Ted Phillips

Personal information
- Born: June 27, 1957 (age 68) Oneida, New York, U.S.

Career information
- College: University of Notre Dame (BBA) Northwestern University (MBA)

Career history
- Chicago Bears (1983–1987) Controller; Chicago Bears (1988–1992) Director of finance; Chicago Bears (1993–1998) Vice president of operations; Chicago Bears (1999–2022) President and chief executive officer;

Awards and highlights
- Super Bowl champion (XX);

= Ted Phillips =

American football executive (born 1957)

Ted Phillips (born June 27, 1957) is an American businessman and the former president and CEO of the National Football League's Chicago Bears. He was only the fourth president of the 100-year-old organization at the time of his hiring, with his predecessors being Michael McCaskey, George Halas Jr., and "Papa Bear" George Halas.

==Early life and family==
Phillips was born in Oneida, New York and was raised in Nashua, New Hampshire.
He graduated from The University of Notre Dame with an undergraduate degree in business and accounting. He worked for the accounting and consulting firm Ernst and Whinney, now known as Ernst & Young, as an auditor and tax accountant from 1979 to 1983. Phillips is the father of three sons: Matthew, Max, and Frank.

==Chicago Bears==
Phillips began his career with the organization on September 28, 1983, as the team's controller. In 1988, he was promoted to the director of finance and became responsible for the club's business operations and negotiating all player contracts.
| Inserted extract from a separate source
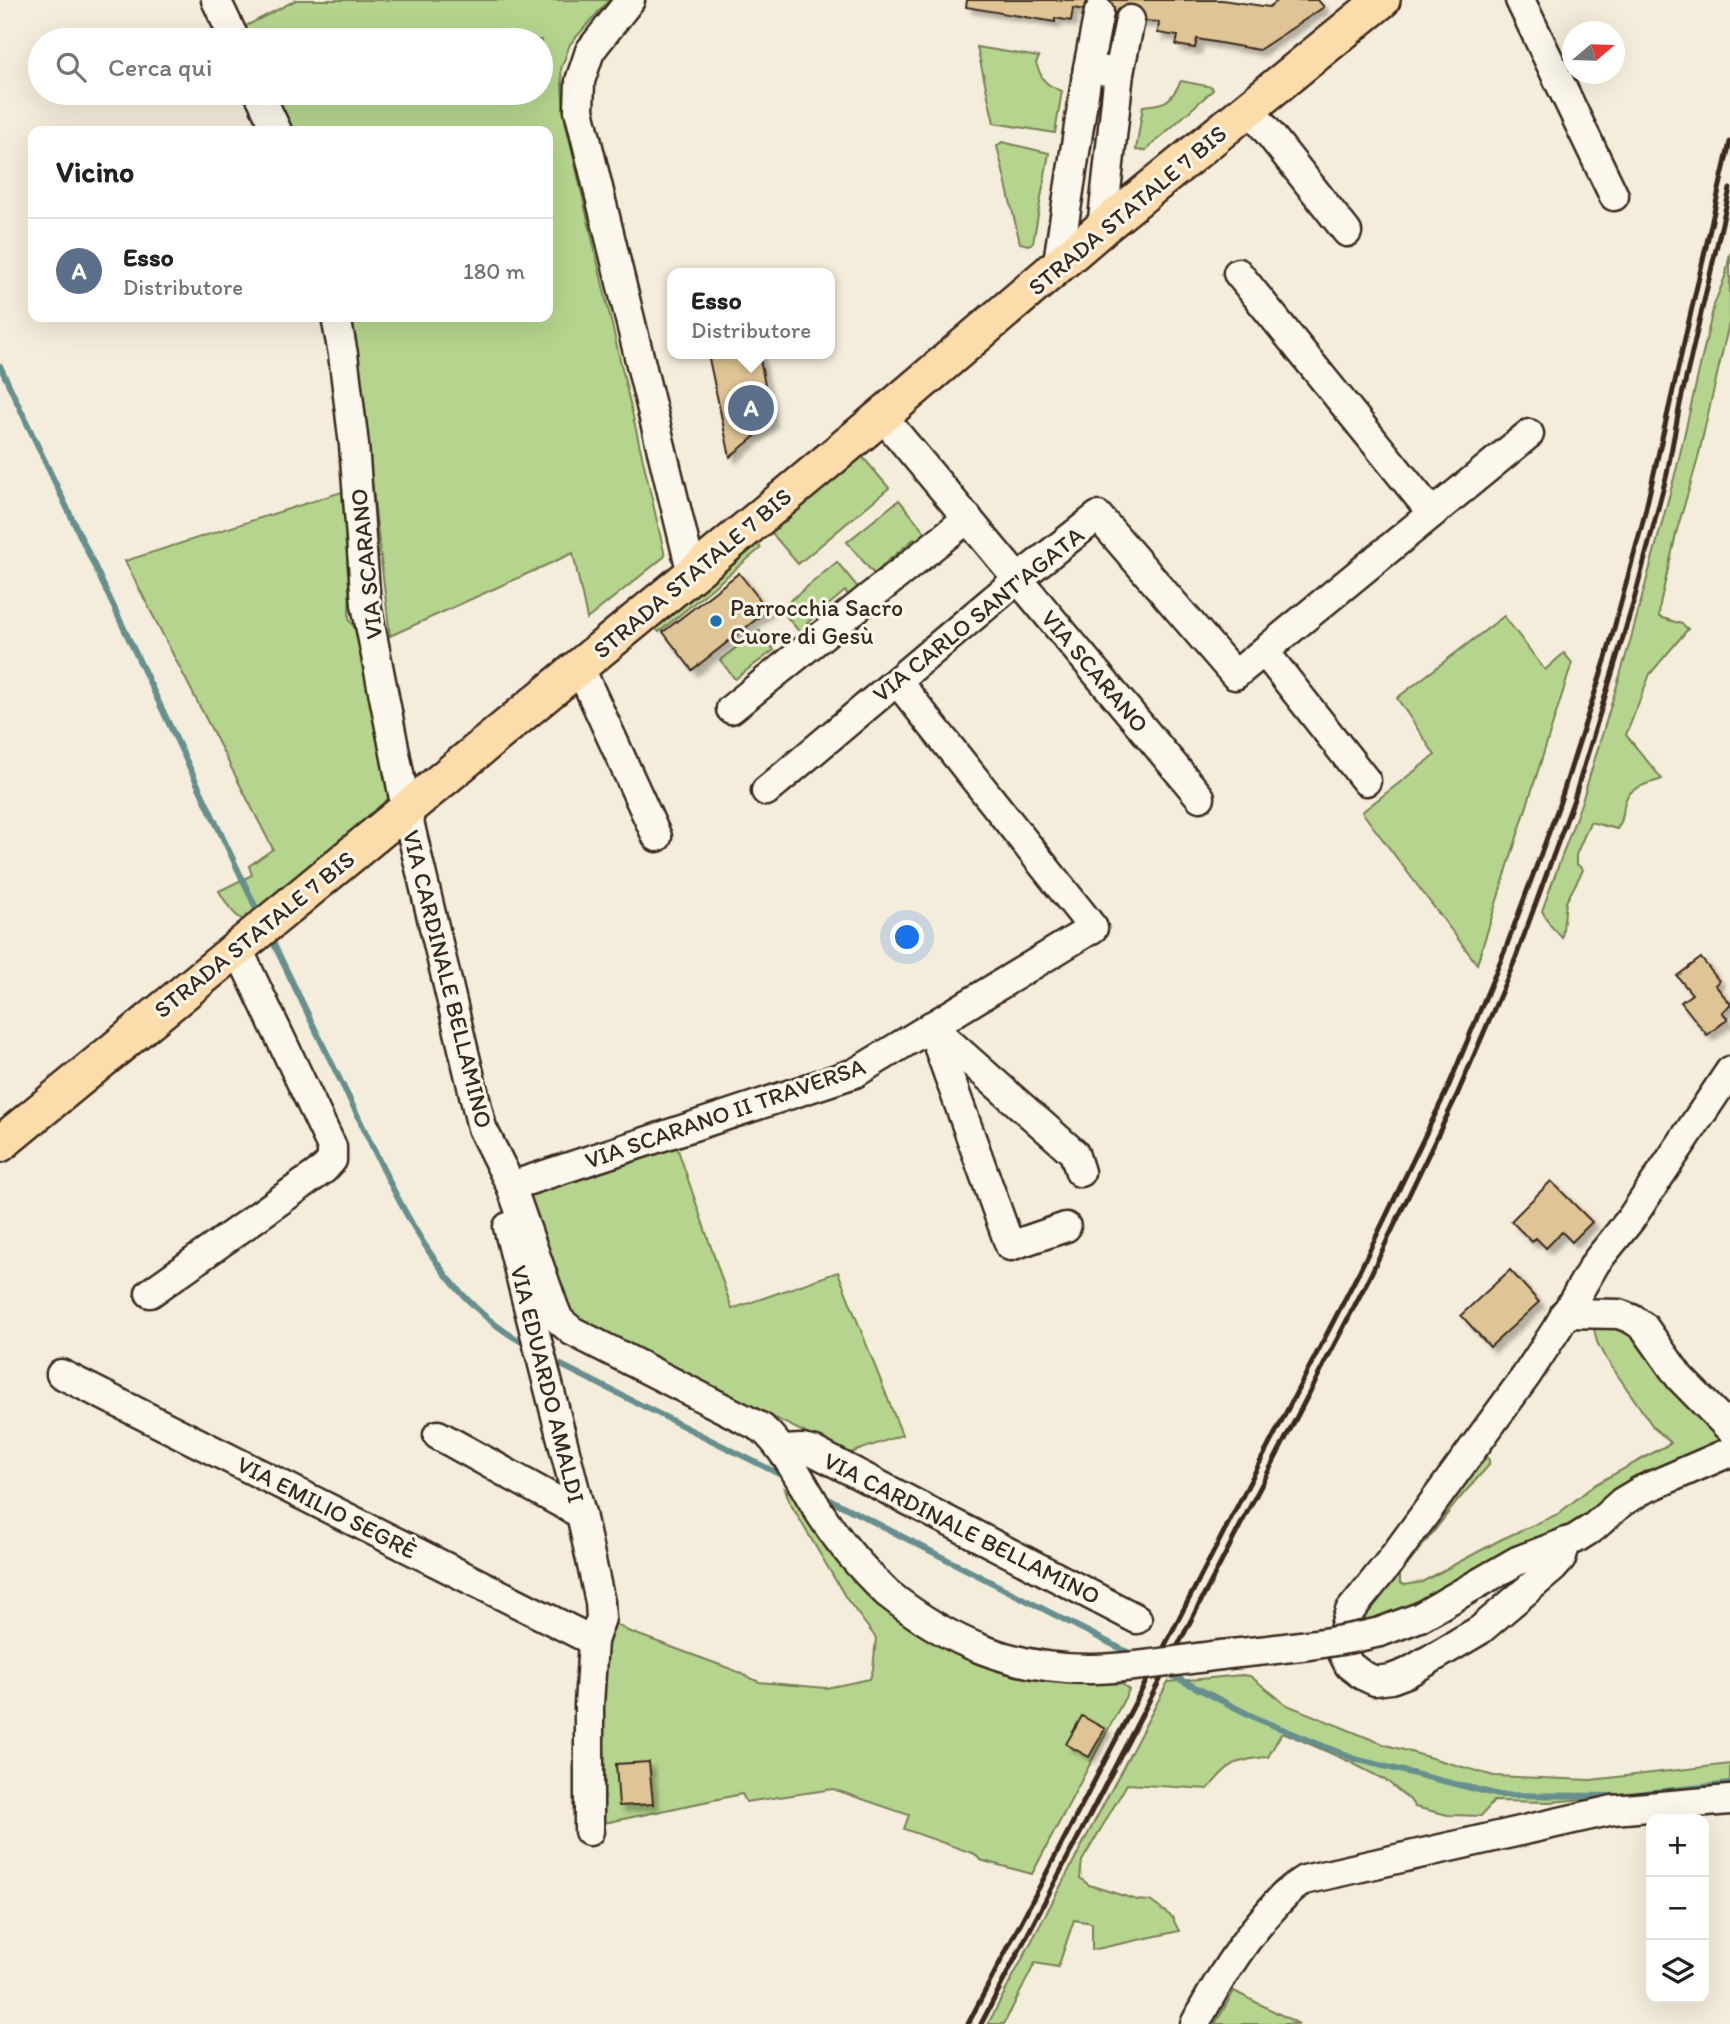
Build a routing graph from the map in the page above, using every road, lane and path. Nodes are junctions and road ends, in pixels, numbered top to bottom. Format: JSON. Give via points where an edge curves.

While working with the Chicago Bears, he earned his master's degree in marketing and management from the Kellogg Graduate School at Northwestern University in 1989. In 1993, he was promoted to vice president of operations .

===President & CEO===
On February 10, 1999, Phillips was named the chief executive officer and president of the Chicago Bears, making him only the fourth president in team history, and the first who was not a member of the Halas-McCaskey family. He made many changes to the organization. In the offseason of 2001, Phillips hired Jerry Angelo as the general manager of the team and later extended his contract in 2003 and 2006 to create stability in the front office. He also made the decision to move the Bears' summer training camp to Olivet Nazarene University in Bourbonnais, Illinois.

In 2009, Phillips decided to freeze ticket prices in light of the country's economic situation. As of 2011, the team's value was estimated at $1.09 billion. Phillips voted against the new NFL rule to move up kickoffs, which had been held at the 30 yard line, to the 35-yard line, considering special teams have been a strong point for the Bears, but the rule passed.

In the 24 years Phillips acted as team president, the Bears made the playoffs six times. The Bears formally changed Phillips' responsibilities following the 2021 season, which saw the team fire head coach Matt Nagy and general manager Ryan Pace after a 6–11 finish. Phillips would no longer oversee the team's general manager, who would instead report directly to chairman George McCaskey. On September 2, 2022, Phillips announced he would retire from his role after the 2022 NFL season. The Bears announced Kevin Warren would succeed Phillips as president following the 2022 NFL season.